• [TASK OBJECTIVE] Scan the records below and copy every line that contains the string "hand".

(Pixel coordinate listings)

----

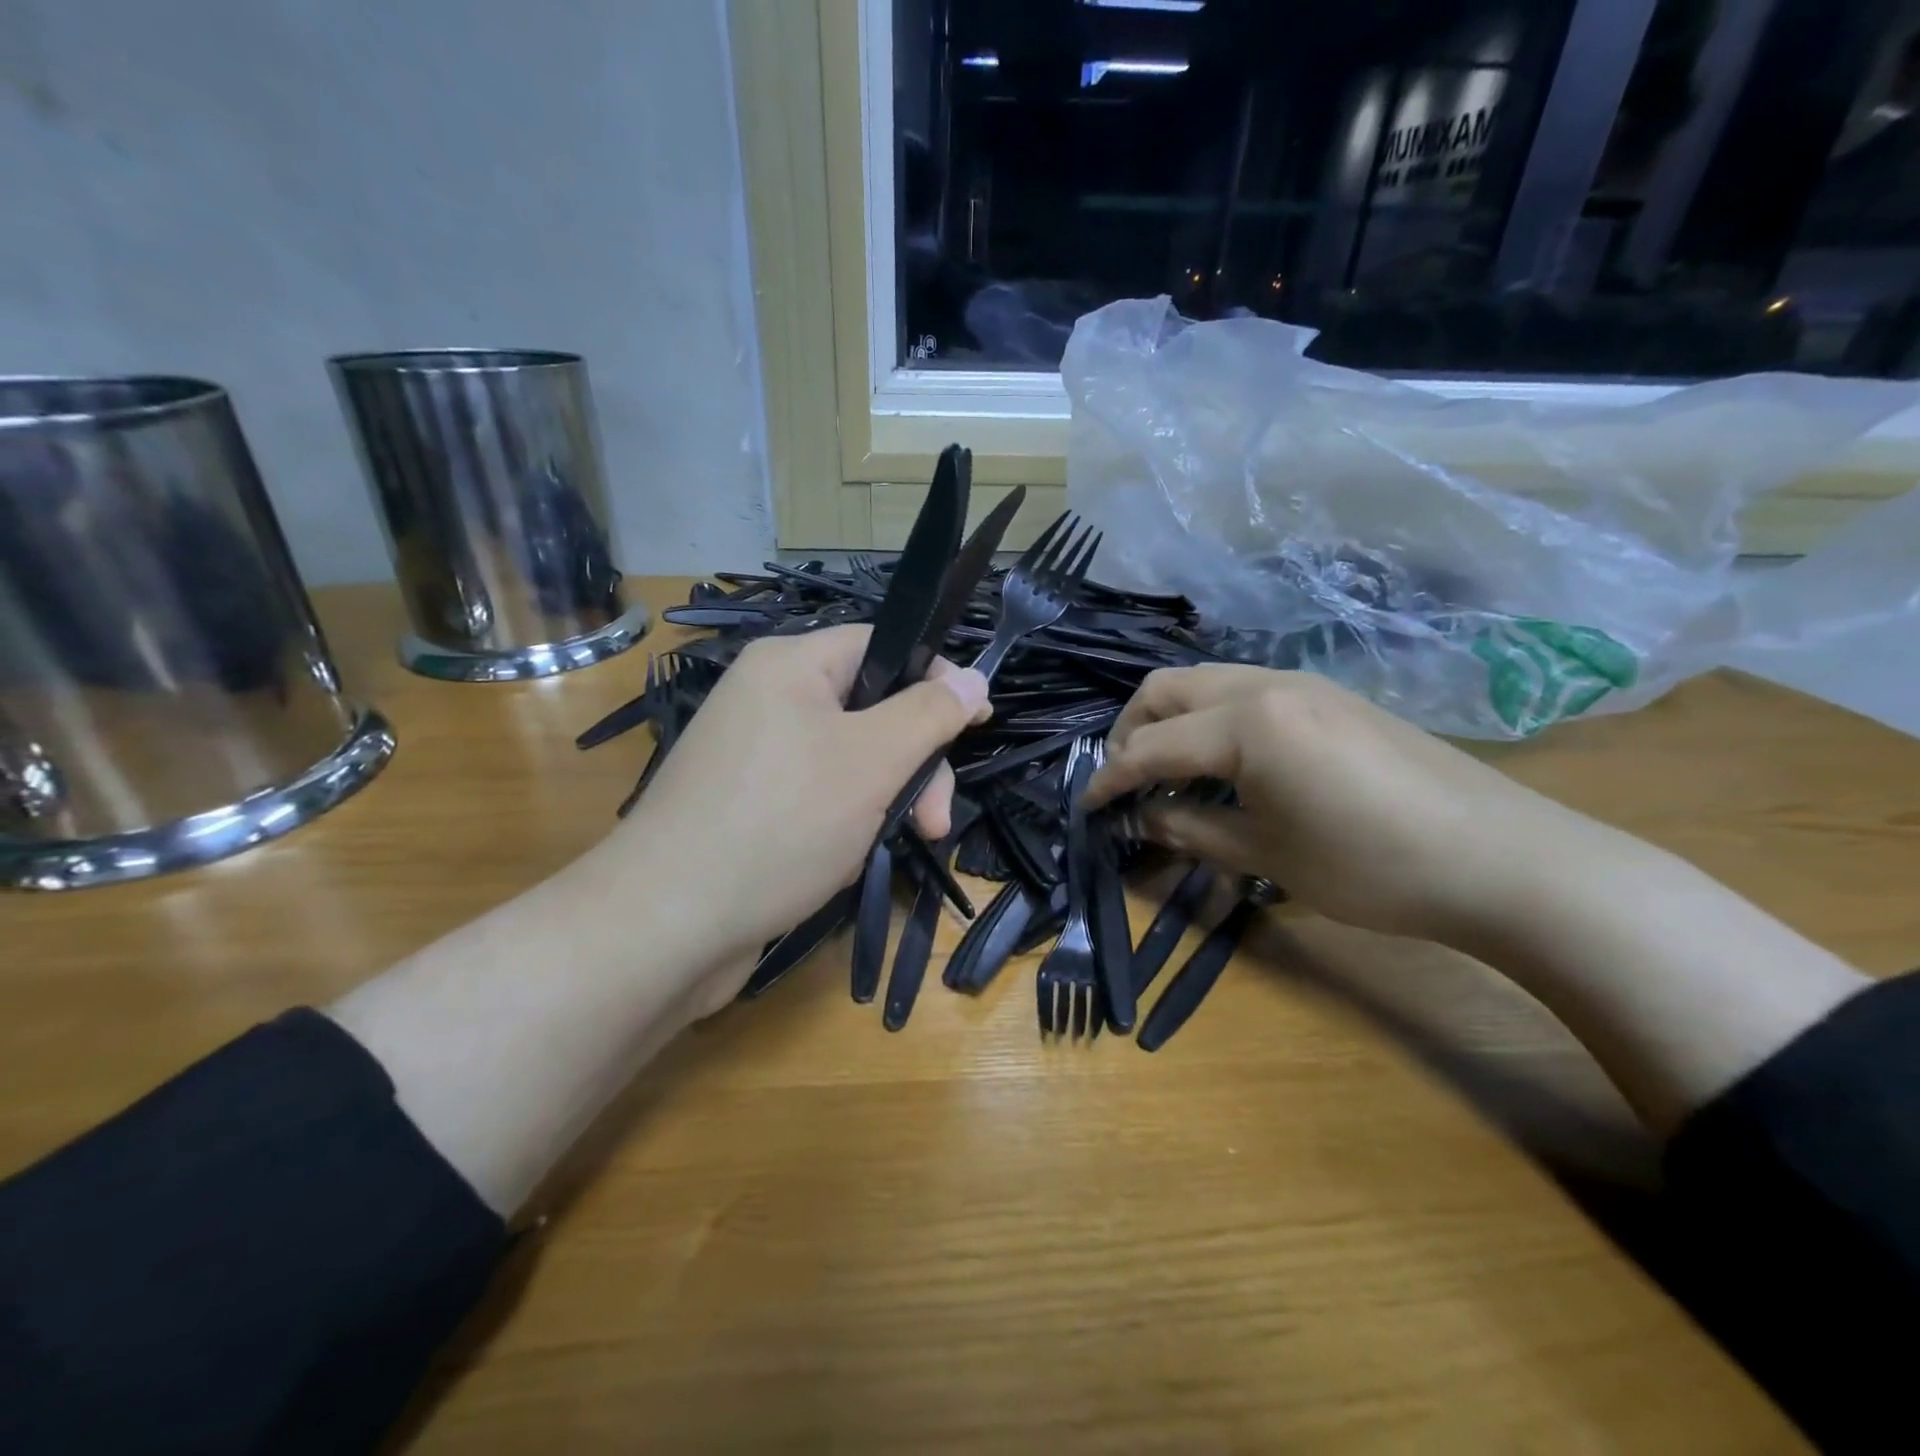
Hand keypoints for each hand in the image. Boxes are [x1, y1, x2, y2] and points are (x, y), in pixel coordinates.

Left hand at [602, 626, 990, 987]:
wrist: (666, 925)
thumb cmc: (781, 823)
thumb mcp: (873, 760)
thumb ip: (930, 714)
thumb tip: (975, 678)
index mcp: (790, 665)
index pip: (881, 645)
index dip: (935, 678)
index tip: (976, 724)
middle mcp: (768, 699)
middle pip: (871, 709)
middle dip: (914, 763)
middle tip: (937, 821)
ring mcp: (754, 755)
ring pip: (849, 760)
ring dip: (884, 799)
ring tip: (893, 844)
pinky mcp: (748, 805)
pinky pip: (818, 795)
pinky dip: (845, 822)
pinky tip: (846, 858)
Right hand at [1083, 665, 1598, 945]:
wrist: (1500, 859)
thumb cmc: (1370, 866)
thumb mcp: (1266, 856)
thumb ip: (1190, 828)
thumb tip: (1141, 817)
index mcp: (1245, 722)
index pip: (1149, 745)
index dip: (1110, 779)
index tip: (1087, 809)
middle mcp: (1265, 684)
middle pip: (1166, 688)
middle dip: (1131, 731)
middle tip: (1127, 783)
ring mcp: (1303, 683)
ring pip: (1205, 681)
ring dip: (1172, 720)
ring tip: (1171, 774)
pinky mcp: (1331, 696)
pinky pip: (1245, 691)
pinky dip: (1212, 719)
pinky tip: (1227, 764)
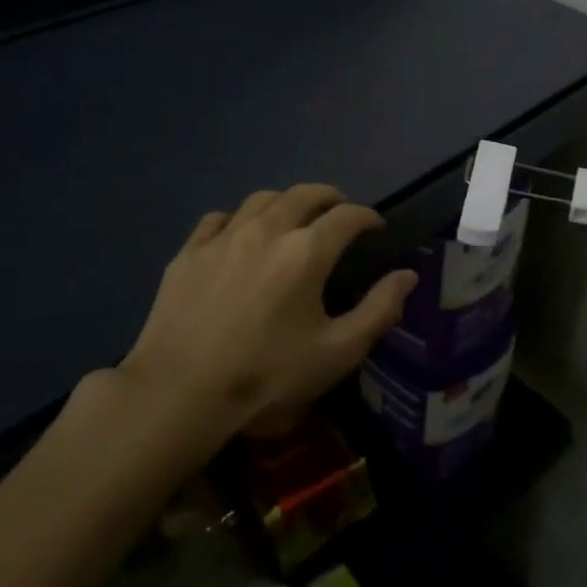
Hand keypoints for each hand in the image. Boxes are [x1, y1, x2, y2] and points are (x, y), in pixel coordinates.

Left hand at [116, 184, 417, 445]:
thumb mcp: (337, 352)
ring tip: (293, 217)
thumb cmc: (267, 375)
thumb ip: (379, 310)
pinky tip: (239, 234)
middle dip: (330, 198)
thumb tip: (407, 275)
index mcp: (307, 251)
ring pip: (261, 199)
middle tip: (339, 212)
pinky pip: (219, 219)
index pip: (347, 215)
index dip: (367, 217)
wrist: (179, 393)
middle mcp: (268, 229)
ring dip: (286, 202)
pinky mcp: (189, 253)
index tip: (376, 227)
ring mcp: (224, 237)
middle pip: (305, 194)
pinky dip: (239, 219)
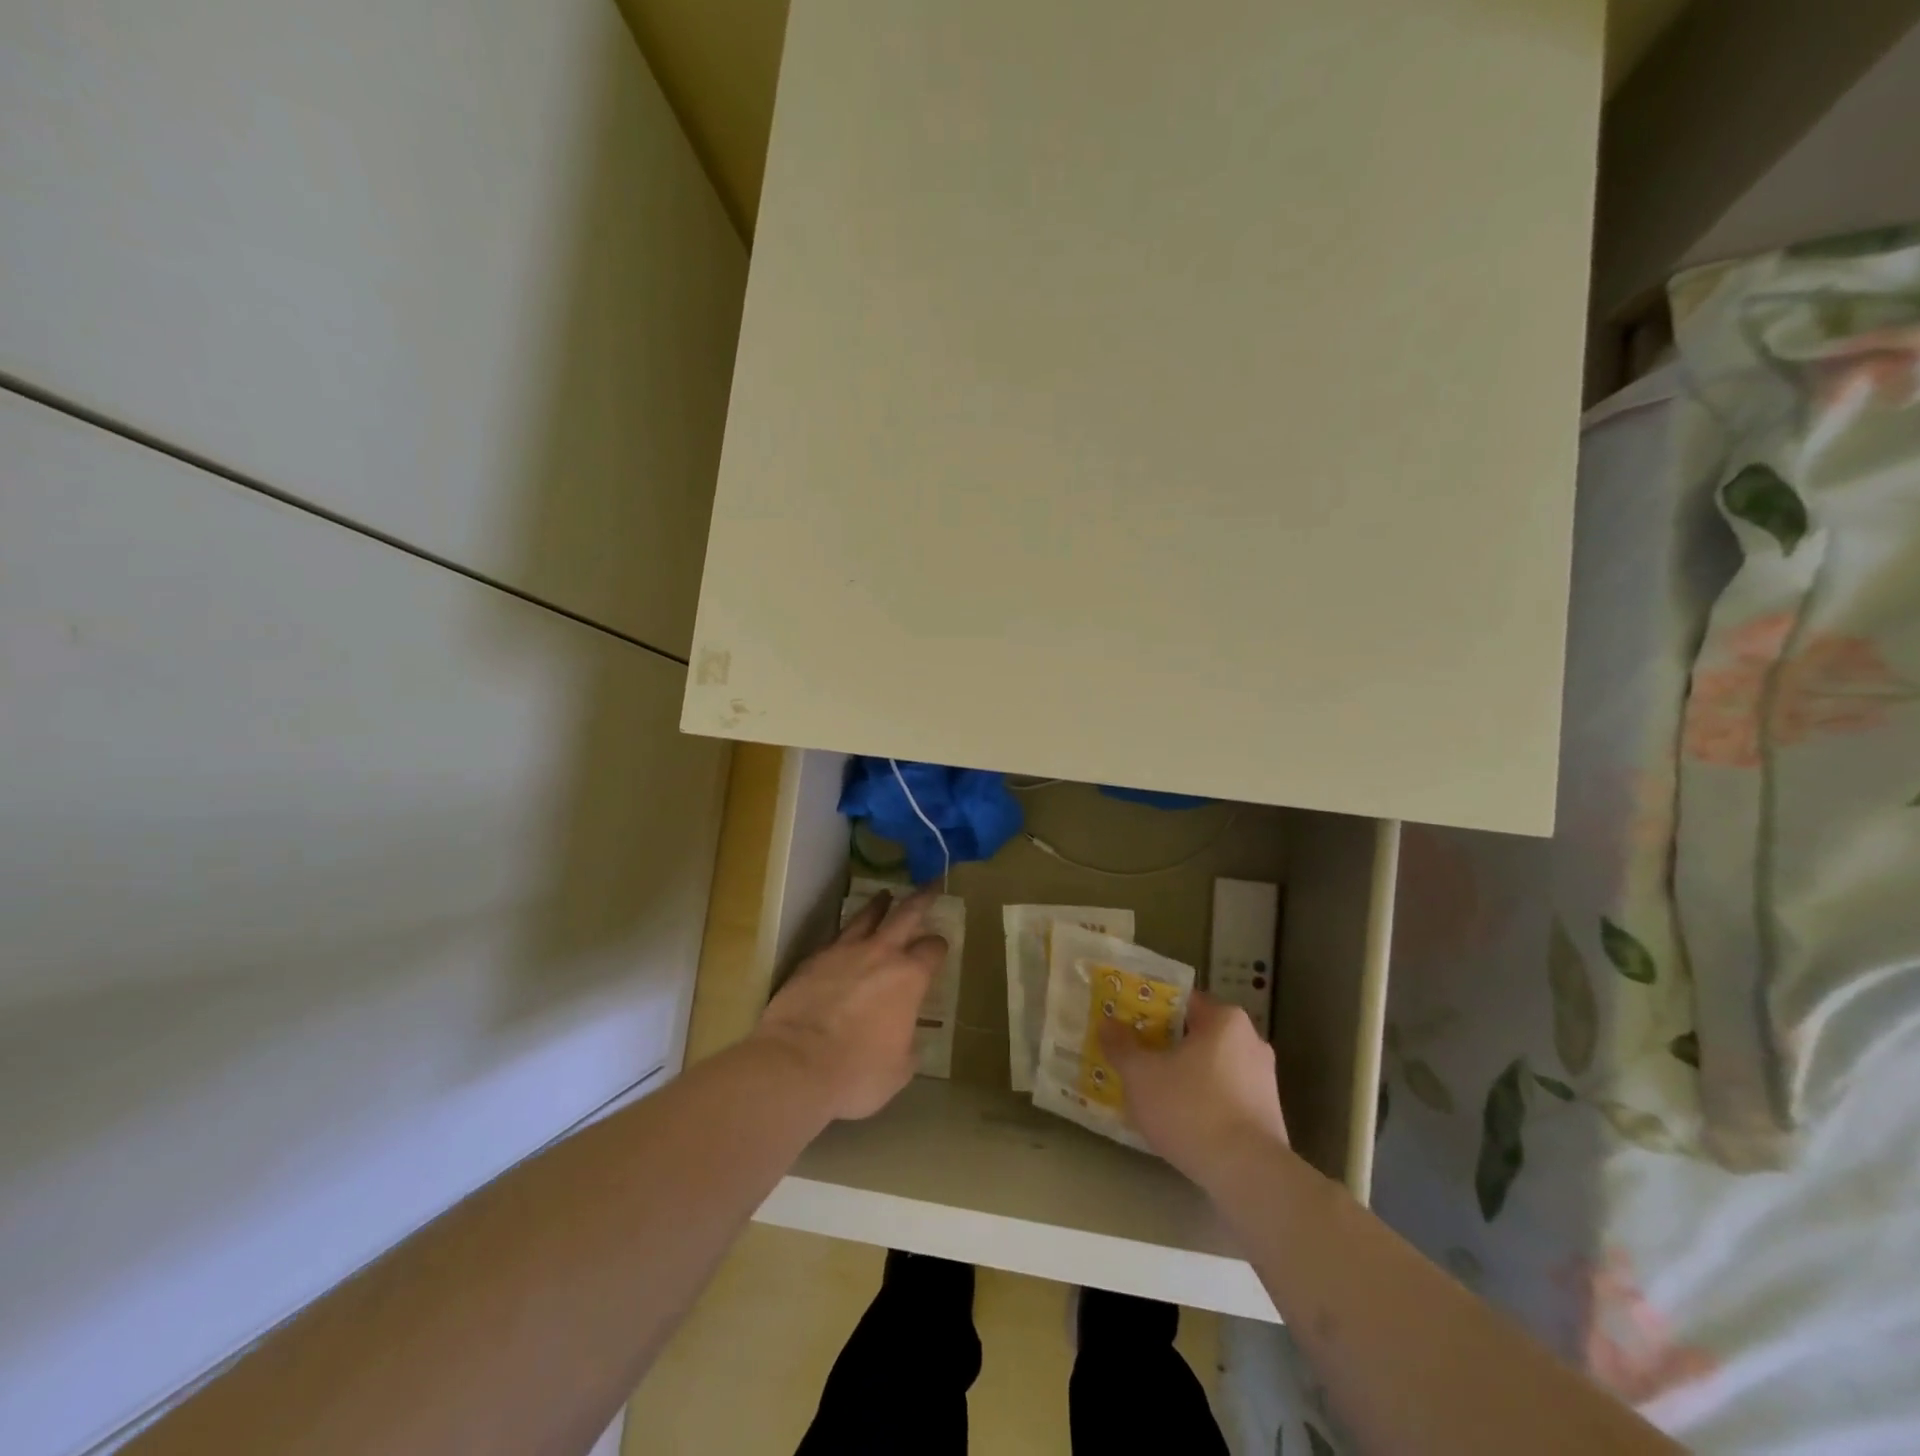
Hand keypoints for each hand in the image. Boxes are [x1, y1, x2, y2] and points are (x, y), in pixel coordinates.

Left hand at [752, 889, 946, 1121]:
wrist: (796, 1064)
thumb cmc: (857, 1072)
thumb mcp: (898, 1069)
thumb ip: (907, 1046)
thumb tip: (905, 1039)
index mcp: (910, 977)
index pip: (932, 948)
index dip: (939, 946)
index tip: (940, 946)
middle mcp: (880, 954)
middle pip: (906, 914)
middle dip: (921, 899)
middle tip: (930, 885)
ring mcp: (843, 952)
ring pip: (866, 916)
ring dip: (879, 905)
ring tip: (885, 895)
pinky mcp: (813, 959)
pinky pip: (835, 937)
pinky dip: (846, 933)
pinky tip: (844, 937)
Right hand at [1099, 991, 1288, 1189]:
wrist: (1248, 1175)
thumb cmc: (1191, 1109)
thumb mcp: (1141, 1075)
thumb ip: (1121, 1045)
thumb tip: (1106, 1023)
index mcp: (1225, 1019)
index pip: (1181, 1001)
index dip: (1151, 1009)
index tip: (1128, 1023)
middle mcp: (1251, 1041)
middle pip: (1197, 1033)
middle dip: (1166, 1044)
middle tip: (1136, 1056)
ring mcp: (1264, 1079)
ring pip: (1211, 1066)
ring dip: (1185, 1074)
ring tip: (1153, 1092)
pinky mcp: (1268, 1114)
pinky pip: (1226, 1095)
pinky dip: (1204, 1100)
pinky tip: (1181, 1120)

----

• [REPLY]
Hand keypoints for each hand in the image. Boxes are [x1, y1, x2, y2] and points are (x, y), in pixel coordinates.
Left hand at [602, 626, 990, 987]:
Right hand at [1083, 665, 1598, 945]:
Hand keypoints for each hand in the image. Boxes are [x1, y1, x2, y2] and points are (x, y), in pixel coordinates.
Left hand at [116, 184, 417, 445]:
Hand keypoints for each hand in the image. Boxes are [x1, y1, x2, y2] and points are (x, y), in pixel coordinates.
Left hand at [752, 889, 946, 1121]:
Right hand at [1099, 991, 1288, 1189]:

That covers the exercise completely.